Saved entries
━━━━━━━━━━
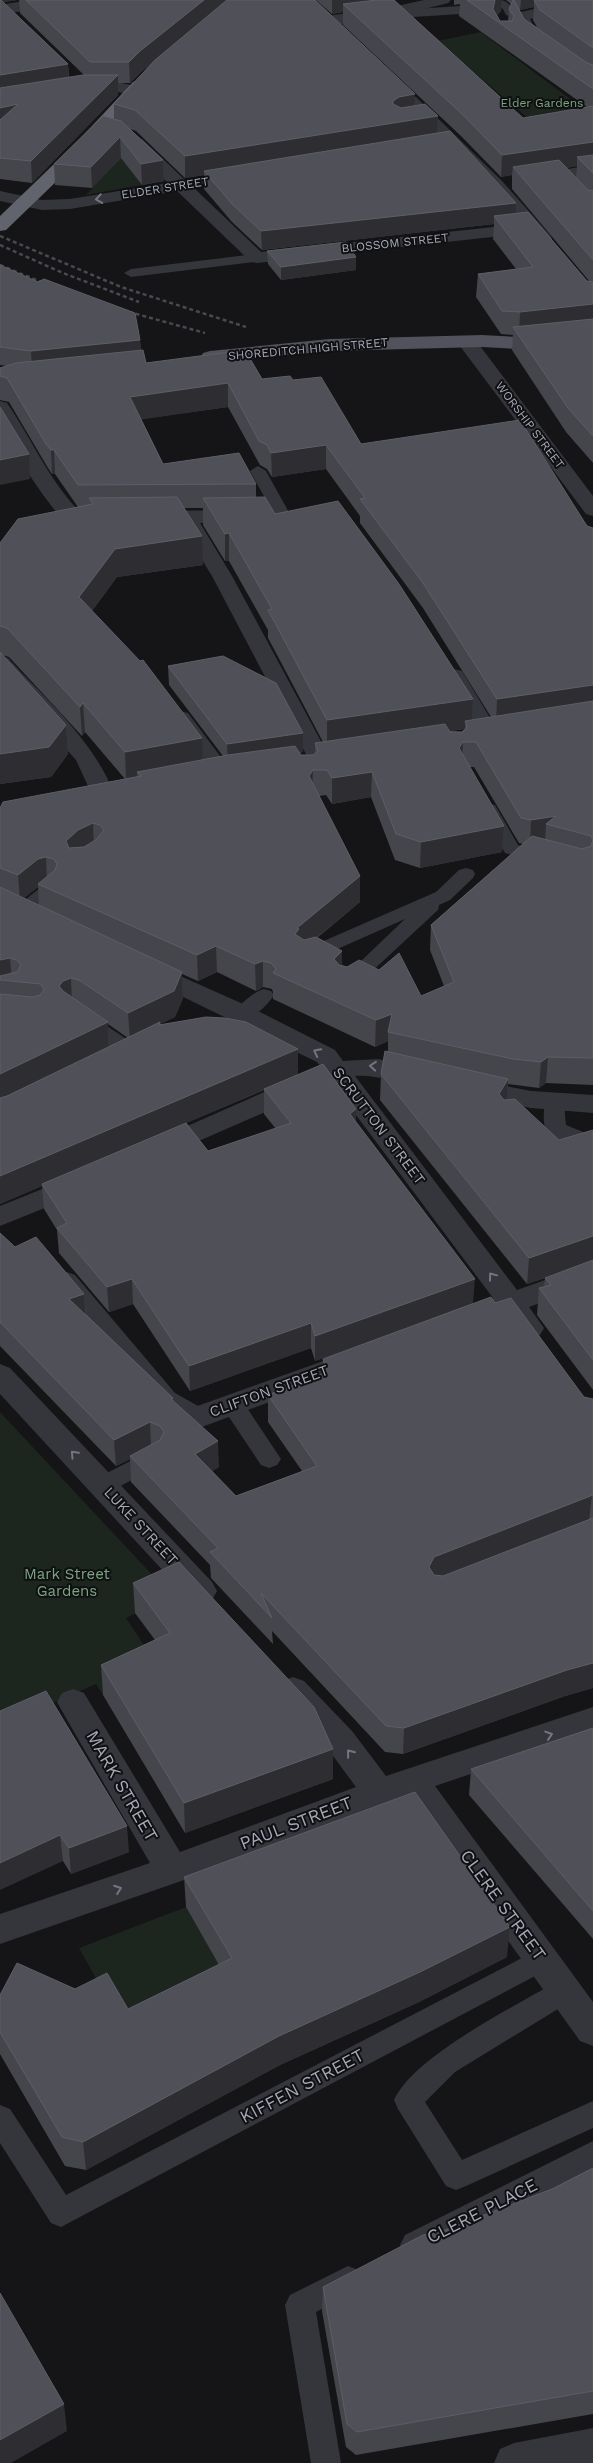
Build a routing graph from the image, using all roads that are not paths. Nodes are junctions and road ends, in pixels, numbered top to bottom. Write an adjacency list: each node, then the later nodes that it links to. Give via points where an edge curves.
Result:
1 (55, 0): 5 (street)
2 (443, 0): 6 (street)
3 (496, 0): 8 (lane)
4 (593, 1): 8 (street)
5 (0, 10): 9 (street)
6 (402, 10): 7 (lane, via 413,13); 10 (street)
7 (460, 10)
8 (516, 14): 11 (lane, via 503,18); 14 (street, via 530,35)
9 (14, 19)
10 (328, 21)
11 (502, 24)
12 (71, 74): 16 (street)
13 (148, 76): 17 (highway)
14 (593, 80)
15 (396, 86): 20 (street, via 423,119)
16 (85, 88): 17 (street, via 112,86); 18 (street)
17 (134, 90): 19 (highway)
18 (64, 93)
19 (99, 128): 26 (street, via 129,136); 29 (highway)
20 (454, 141): 21 (street); 25 (street)
21 (429, 145)
22 (593, 170): 23 (street)
23 (541, 178): 25 (street); 27 (lane)
24 (208, 181): 26 (street, ELDER STREET)
25 (496, 185): 31 (street)
26 (182, 186): 29 (street, ELDER STREET, one-way to 29, via 70,204 42,205); 33 (street)
27 (575, 189)
28 (0, 196): 29 (street, ELDER STREET)
29 (24, 201): 30 (highway)
30 (0, 226)
31 (534, 227): 32 (street); 33 (street, BLOSSOM STREET)
32 (551, 249)
33 (257, 258): 34 (lane)
34 (131, 273)
35 (593, 320): 37 (main road, via 510,332)
36 (593, 334): 37 (main road, via 519,343)
37 (474, 341): 38 (main road, SHOREDITCH HIGH STREET, via 330,345); 41 (street, WORSHIP STREET)
38 (194, 359)
39 (0, 406): 43 (street, via 38,471 73,517 71,520)
40 (258, 471): 42 (lane)
41 (593, 510)
42 (292, 516): 43 (street)
43 (173, 519): 48 (street, via 222,576)
44 (444, 661): 47 (street)
45 (0, 663): 51 (street, via 85,757)
46 (165, 698): 49 (street)
47 (488, 733)
48 (319, 758)
49 (221, 773)
50 (478, 790): 52 (lane, via 511,849)
51 (102, 794)
52 (563, 863)
53 (466, 874): 55 (lane)
54 (48, 891): 56 (lane)
55 (443, 896): 58 (lane, via 317,951); 60 (lane)
56 (11, 906): 57 (street)
57 (48, 924)
58 (307, 959)
59 (128, 960): 62 (street, SCRUTTON STREET)
60 (346, 985)
61 (264, 995): 62 (lane)
62 (234, 1010): 64 (street); 68 (street, SCRUTTON STREET, one-way to 62, via 326,1056)
63 (73, 1012): 66 (lane)
64 (196, 1019)
65 (155, 1039): 66 (street)
66 (130, 1051): 67 (street)
67 (104, 1064)
68 (338, 1070): 69 (street, one-way to 68, via 516,1107 375,1065); 72 (street); 77 (street, SCRUTTON STREET, one-way to 68)
69 (554, 1104): 70 (street); 71 (lane, via 556,1128 586,1141)
70 (593, 1104)
71 (593, 1140)
72 (136, 1159)
73 (100, 1174): 74 (street)
74 (0, 1217)
75 (53, 1263): 83 (lane, via 167,1399)
76 (593, 1273): 77 (street)
77 (512, 1302): 78 (street); 79 (street, SCRUTTON STREET)
78 (473, 1316)
79 (544, 1346)
80 (381, 1350): 82 (street, CLIFTON STREET)
81 (0, 1375): 86 (street, LUKE STREET, one-way to 81)
82 (233, 1405): 83 (street, CLIFTON STREET); 85 (lane)
83 (199, 1417)
84 (152, 1458): 86 (lane)
85 (269, 1459)
86 (103, 1485): 87 (street, LUKE STREET)
87 (218, 1609)
88 (272, 1667): 92 (street, one-way to 88, via 340,1740)
89 (73, 1702): 93 (street, MARK STREET)
90 (593, 1720): 91 (street, PAUL STREET, one-way to 90)
91 (412, 1780): 92 (street, PAUL STREET); 95 (street, CLERE STREET)
92 (379, 1792): 93 (street, PAUL STREET)
93 (172, 1870): 94 (street, PAUL STREET, one-way to 93)
94 (0, 1929)
95 (543, 1959): 96 (street, CLERE STREET); 99 (lane, KIFFEN STREET, via 61,2213)
96 (566, 1990): 97 (street, CLERE STREET); 98 (lane, via 445,2063 408,2100 456,2177)
97 (593, 2030)
98 (593, 2114)
99 (0, 2118)
100 (593, 2154): 102 (lane, CLERE PLACE, via 300,2305)
101 (593, 2448): 103 (street)
102 (326, 2463)
103 (514, 2463)

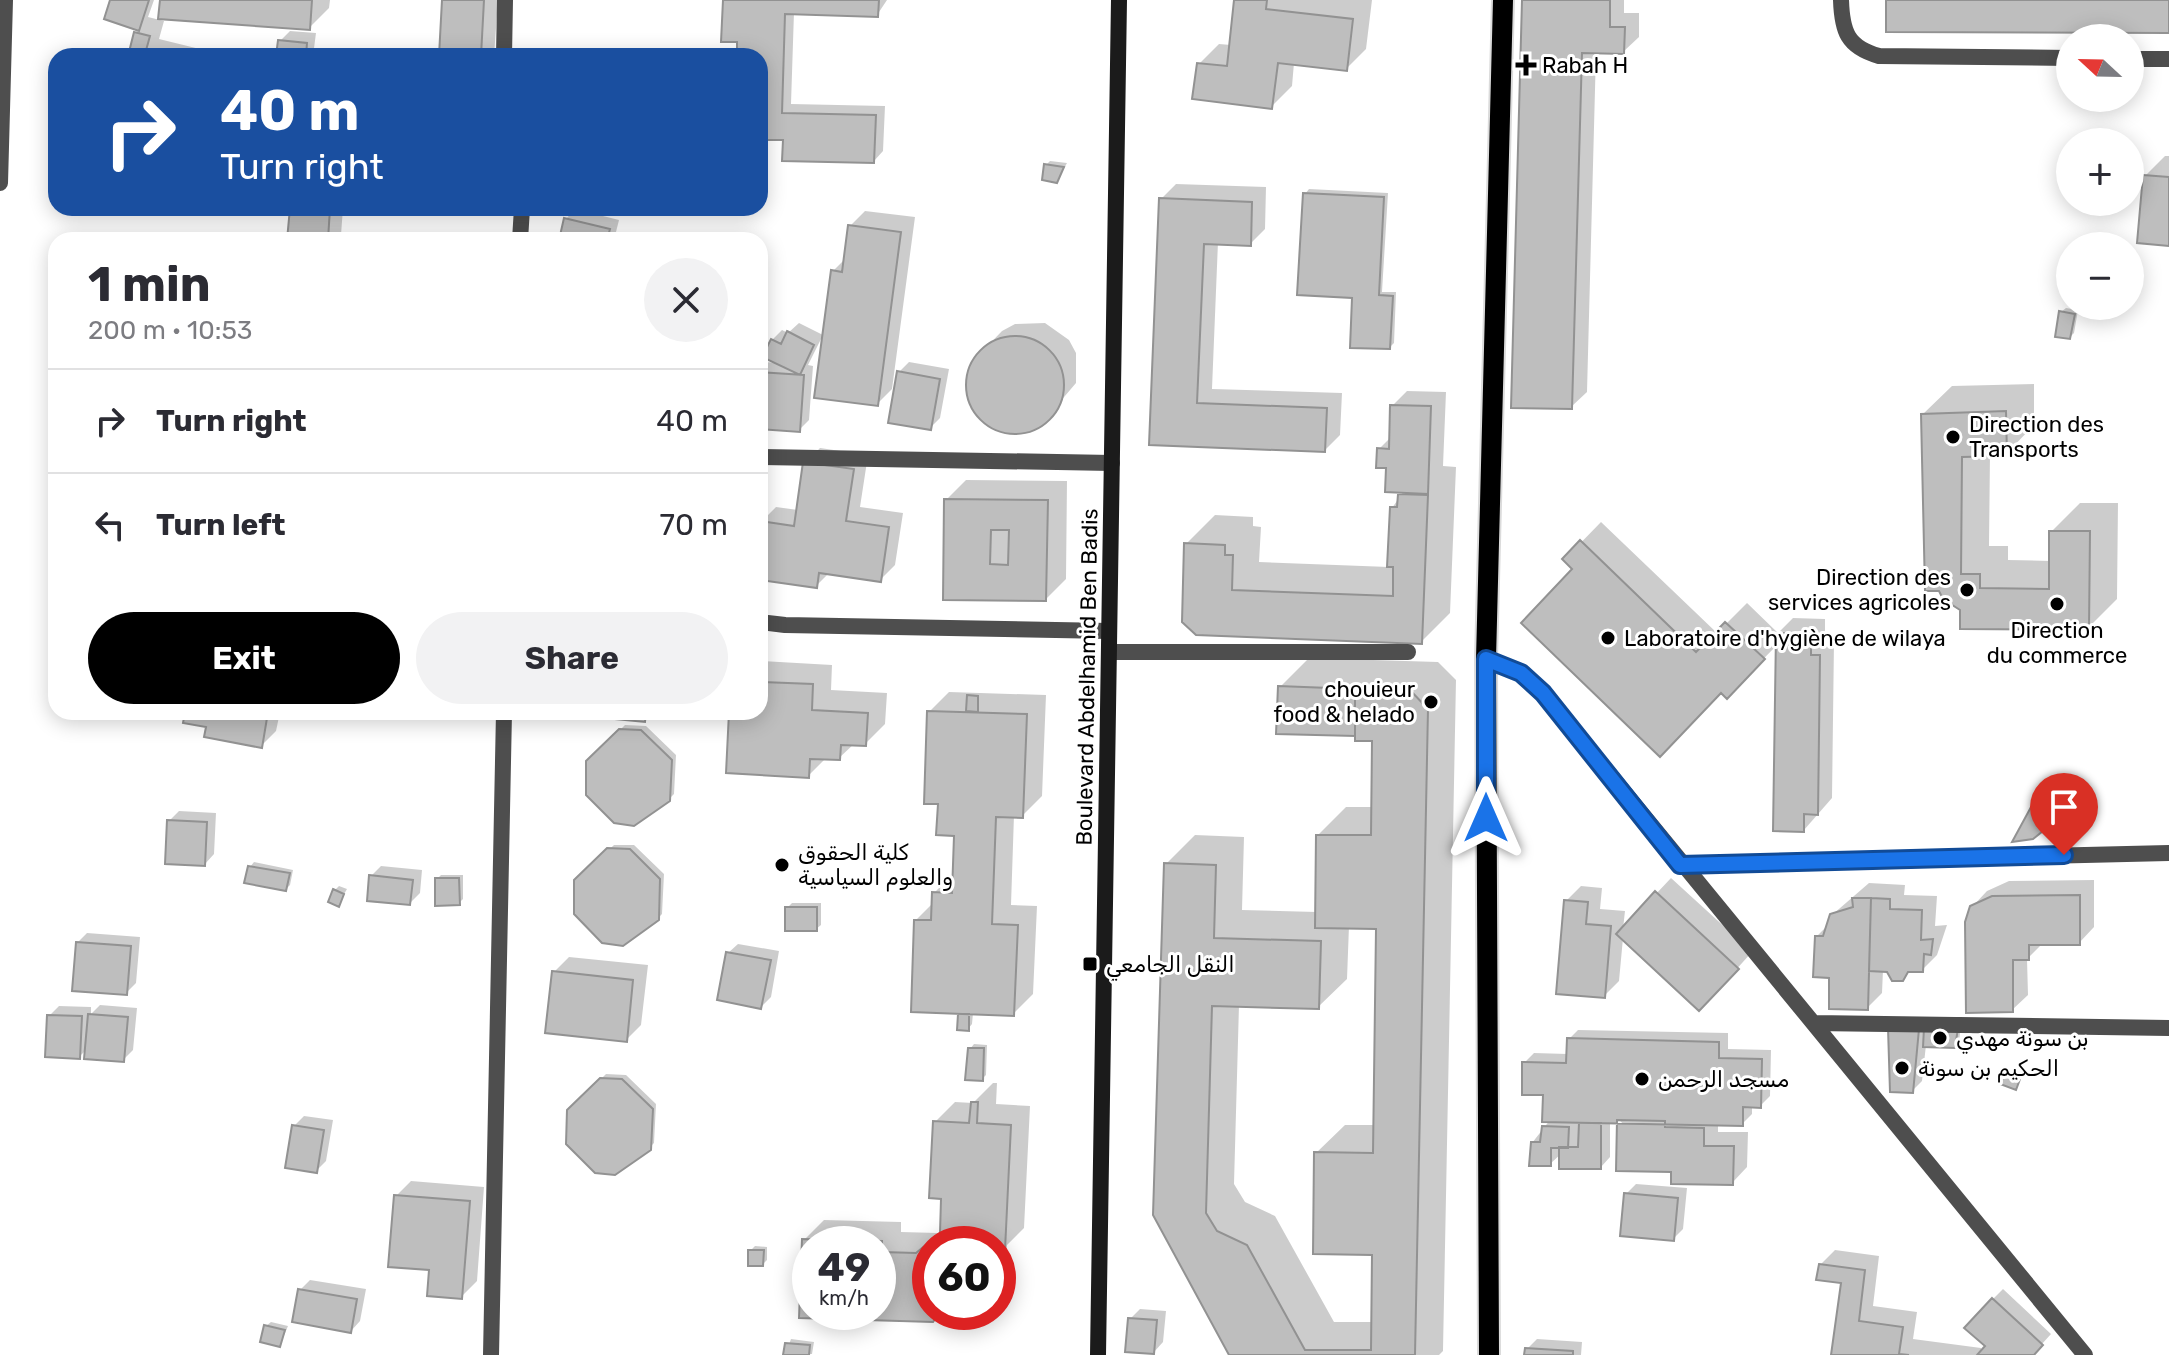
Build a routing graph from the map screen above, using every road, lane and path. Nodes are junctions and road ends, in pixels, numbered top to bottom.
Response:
1 (5, 0) edge
2 (505, 0) edge
3 (1119, 0) edge
4 (1503, 0) edge
5 (1841, 0) edge
6 (504, 48) edge
7 (2056, 58) edge
8 (2144, 59) edge
9 (2169, 59) edge
10 (0, 183) edge
11 (768, 457) edge
12 (1112, 463) junction
13 (768, 623) edge
14 (1109, 631) junction
15 (1109, 652) junction
16 (1408, 652) dead end
17 (1486, 659) junction
18 (504, 720) edge
19 (2169, 853) edge
20 (1680, 865) junction
21 (1814, 1023) junction
22 (2169, 1028) edge
23 (491, 1355) edge
24 (1098, 1355) edge
25 (1489, 1355) edge
26 (2085, 1355) edge

1 - 10 street
2 - 6 street
3 - 12 main road, Boulevard Abdelhamid Ben Badis
4 - 17 main road
5 - 7 street
8 - 9 street
11 - 12 street
12 - 14 main road, Boulevard Abdelhamid Ben Badis
13 - 14 street
14 - 15 main road, Boulevard Abdelhamid Ben Badis
15 - 16 street
15 - 24 main road, Boulevard Abdelhamid Ben Badis
17 - 20 street
17 - 25 main road
18 - 23 street
19 - 20 street
20 - 21 street
21 - 22 street
21 - 26 street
━━━━━━━━━━
YOUR OBJECTIVE:
Find the word "from" in the records and pull out each line that has it.

RESULT FOR THIS EXERCISE:
Build a routing graph from the image, using all roads that are not paths. Nodes are junctions and road ends, in pixels, numbered top to bottom. Write an adjacency list: each node, then the later nodes that it links to. Give via points where an edge curves.
Build a routing graph from the map screen above, using every road, lane and path. Nodes are junctions and road ends, in pixels, numbered top to bottom.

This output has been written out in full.